Aging and life expectancy [was Re: leukemia history?]

From: Robert J. Bradbury (bradbury@www.aeiveos.com)
Date: Tue Dec 07 1999 - 09:57:37 MST


On Mon, 6 Dec 1999, Spike Jones wrote:

> o Leukemia Drug Produces Dramatic Results
>
> http://www.ivanhoe.com/docs/newsflash-monday.html#leukemia
>
> If leukemia suddenly disappears as a life threat, by how much does
> our life expectancy increase? I guess it is scaled depending on one's
> age? spike

Not very much. Leukemia isn't one of the significant cancer risks.
I'm not positive but I believe it affects children more than adults
so you might get a slight boost in life expectancy (saving 1 child helps
more than saving 5-50 adults in terms of Years of Potential Life Lost).

If you get rid of all of the major killers (heart disease, cancer,
diabetes, etc.) you only bump the life expectancy something like
8-12 years. The implication being that we really don't know what
kills the oldest-old. Richard Cutler says everything wears out.

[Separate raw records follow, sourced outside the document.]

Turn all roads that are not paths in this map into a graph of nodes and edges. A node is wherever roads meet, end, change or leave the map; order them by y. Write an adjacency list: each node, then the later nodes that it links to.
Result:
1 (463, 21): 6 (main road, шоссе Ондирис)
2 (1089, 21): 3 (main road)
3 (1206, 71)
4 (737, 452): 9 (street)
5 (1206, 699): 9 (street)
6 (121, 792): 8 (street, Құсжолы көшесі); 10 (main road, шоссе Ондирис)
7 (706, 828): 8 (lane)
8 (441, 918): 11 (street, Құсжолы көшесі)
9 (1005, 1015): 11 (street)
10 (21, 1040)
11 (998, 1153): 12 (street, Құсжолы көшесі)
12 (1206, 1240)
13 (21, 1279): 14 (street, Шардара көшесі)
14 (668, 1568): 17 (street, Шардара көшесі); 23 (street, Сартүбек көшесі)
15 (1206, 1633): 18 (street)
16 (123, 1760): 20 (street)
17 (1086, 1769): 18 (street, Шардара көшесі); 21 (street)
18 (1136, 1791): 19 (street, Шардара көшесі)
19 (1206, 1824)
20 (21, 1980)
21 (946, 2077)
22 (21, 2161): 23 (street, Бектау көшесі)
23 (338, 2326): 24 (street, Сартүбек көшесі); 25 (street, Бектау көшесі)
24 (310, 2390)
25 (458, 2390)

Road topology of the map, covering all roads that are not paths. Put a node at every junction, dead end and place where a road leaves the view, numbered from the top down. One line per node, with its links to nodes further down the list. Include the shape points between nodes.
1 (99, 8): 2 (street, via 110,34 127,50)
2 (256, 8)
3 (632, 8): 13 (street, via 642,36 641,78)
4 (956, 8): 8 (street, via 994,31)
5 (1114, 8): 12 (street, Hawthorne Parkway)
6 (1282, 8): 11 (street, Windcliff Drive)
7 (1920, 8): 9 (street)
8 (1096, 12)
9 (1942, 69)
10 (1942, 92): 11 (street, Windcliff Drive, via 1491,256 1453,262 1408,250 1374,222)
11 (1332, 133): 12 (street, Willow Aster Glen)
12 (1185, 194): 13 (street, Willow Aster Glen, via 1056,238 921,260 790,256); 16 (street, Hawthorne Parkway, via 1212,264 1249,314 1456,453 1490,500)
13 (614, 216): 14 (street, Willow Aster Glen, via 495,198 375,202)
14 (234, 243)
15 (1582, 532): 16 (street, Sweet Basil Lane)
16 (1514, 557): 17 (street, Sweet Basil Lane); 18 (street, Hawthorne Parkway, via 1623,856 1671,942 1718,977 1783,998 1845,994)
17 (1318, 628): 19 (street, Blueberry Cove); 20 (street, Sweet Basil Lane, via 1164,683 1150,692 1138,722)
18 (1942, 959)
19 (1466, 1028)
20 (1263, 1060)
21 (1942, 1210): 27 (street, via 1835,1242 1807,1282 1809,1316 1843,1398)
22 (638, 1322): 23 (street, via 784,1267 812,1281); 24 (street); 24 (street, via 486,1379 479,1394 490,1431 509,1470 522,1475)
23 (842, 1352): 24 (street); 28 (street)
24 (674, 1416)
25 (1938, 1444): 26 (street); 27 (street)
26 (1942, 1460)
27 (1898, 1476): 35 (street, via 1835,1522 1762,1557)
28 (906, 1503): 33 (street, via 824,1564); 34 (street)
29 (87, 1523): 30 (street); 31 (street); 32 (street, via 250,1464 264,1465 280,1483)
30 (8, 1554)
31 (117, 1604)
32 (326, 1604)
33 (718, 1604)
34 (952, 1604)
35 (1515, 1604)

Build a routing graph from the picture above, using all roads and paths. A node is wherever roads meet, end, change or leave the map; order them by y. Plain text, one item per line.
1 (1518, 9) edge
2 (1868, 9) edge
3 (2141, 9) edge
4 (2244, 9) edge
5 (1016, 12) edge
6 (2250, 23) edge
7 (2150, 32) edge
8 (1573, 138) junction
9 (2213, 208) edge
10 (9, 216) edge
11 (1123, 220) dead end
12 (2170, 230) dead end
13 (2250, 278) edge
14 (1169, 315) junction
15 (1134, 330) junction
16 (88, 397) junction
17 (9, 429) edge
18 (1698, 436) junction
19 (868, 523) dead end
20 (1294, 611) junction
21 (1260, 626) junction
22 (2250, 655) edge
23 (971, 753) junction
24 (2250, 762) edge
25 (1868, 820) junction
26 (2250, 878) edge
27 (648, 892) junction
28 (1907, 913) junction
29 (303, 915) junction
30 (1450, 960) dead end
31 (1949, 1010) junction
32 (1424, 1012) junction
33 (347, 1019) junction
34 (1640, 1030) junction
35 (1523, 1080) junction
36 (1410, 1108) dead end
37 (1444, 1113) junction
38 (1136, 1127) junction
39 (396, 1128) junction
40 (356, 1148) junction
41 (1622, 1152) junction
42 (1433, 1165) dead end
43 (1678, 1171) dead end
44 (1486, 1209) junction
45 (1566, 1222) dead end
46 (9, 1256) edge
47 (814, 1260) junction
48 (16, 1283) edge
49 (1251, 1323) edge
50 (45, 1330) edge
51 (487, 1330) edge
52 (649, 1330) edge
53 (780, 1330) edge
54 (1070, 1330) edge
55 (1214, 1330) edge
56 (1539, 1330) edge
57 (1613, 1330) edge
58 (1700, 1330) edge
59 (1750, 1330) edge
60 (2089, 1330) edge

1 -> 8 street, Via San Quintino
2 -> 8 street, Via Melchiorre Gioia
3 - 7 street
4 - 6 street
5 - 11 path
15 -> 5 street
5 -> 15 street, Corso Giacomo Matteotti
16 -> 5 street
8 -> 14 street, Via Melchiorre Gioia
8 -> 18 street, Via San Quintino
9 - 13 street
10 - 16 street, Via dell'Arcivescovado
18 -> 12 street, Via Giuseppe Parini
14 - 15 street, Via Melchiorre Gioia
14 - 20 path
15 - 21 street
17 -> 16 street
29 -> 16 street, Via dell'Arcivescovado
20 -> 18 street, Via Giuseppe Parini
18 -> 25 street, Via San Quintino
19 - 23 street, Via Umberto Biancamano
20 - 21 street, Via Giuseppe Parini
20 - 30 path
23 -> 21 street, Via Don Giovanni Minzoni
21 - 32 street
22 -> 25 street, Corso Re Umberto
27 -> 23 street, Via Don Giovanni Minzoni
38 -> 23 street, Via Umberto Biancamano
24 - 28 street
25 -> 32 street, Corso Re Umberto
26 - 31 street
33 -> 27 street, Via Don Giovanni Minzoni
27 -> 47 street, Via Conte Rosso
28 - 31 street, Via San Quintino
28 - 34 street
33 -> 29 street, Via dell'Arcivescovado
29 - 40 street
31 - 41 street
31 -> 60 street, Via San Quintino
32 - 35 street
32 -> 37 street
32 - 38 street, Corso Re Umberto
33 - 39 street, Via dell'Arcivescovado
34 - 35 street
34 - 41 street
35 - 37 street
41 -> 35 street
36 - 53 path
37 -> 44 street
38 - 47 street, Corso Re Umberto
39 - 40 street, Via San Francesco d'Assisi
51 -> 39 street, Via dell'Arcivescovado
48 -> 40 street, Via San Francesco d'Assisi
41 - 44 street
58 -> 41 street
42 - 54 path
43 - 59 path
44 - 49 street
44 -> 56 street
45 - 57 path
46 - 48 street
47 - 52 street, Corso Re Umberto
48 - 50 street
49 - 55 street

One of the things I'm going to do is review the NIA's 5 year plan.
  http://www.nih.gov/nia/plan/stratplan.htm

I urge those of you who really really want to make progress on
understanding aging, to review this and offer them some pithy
comments on anything in their perspective implying that aging
cannot be solved. I suspect the people reading this list
know more about solving aging than most of the peopla at the
NIA. But they are the ones who award the grants, so influencing
them whatever way we can is useful.

Just as a heads up, though I've never read it myself, my understanding
is that the "Mission Statement" of the NIA (as determined by Congress)
roughly translates to "study aging" not "solve aging".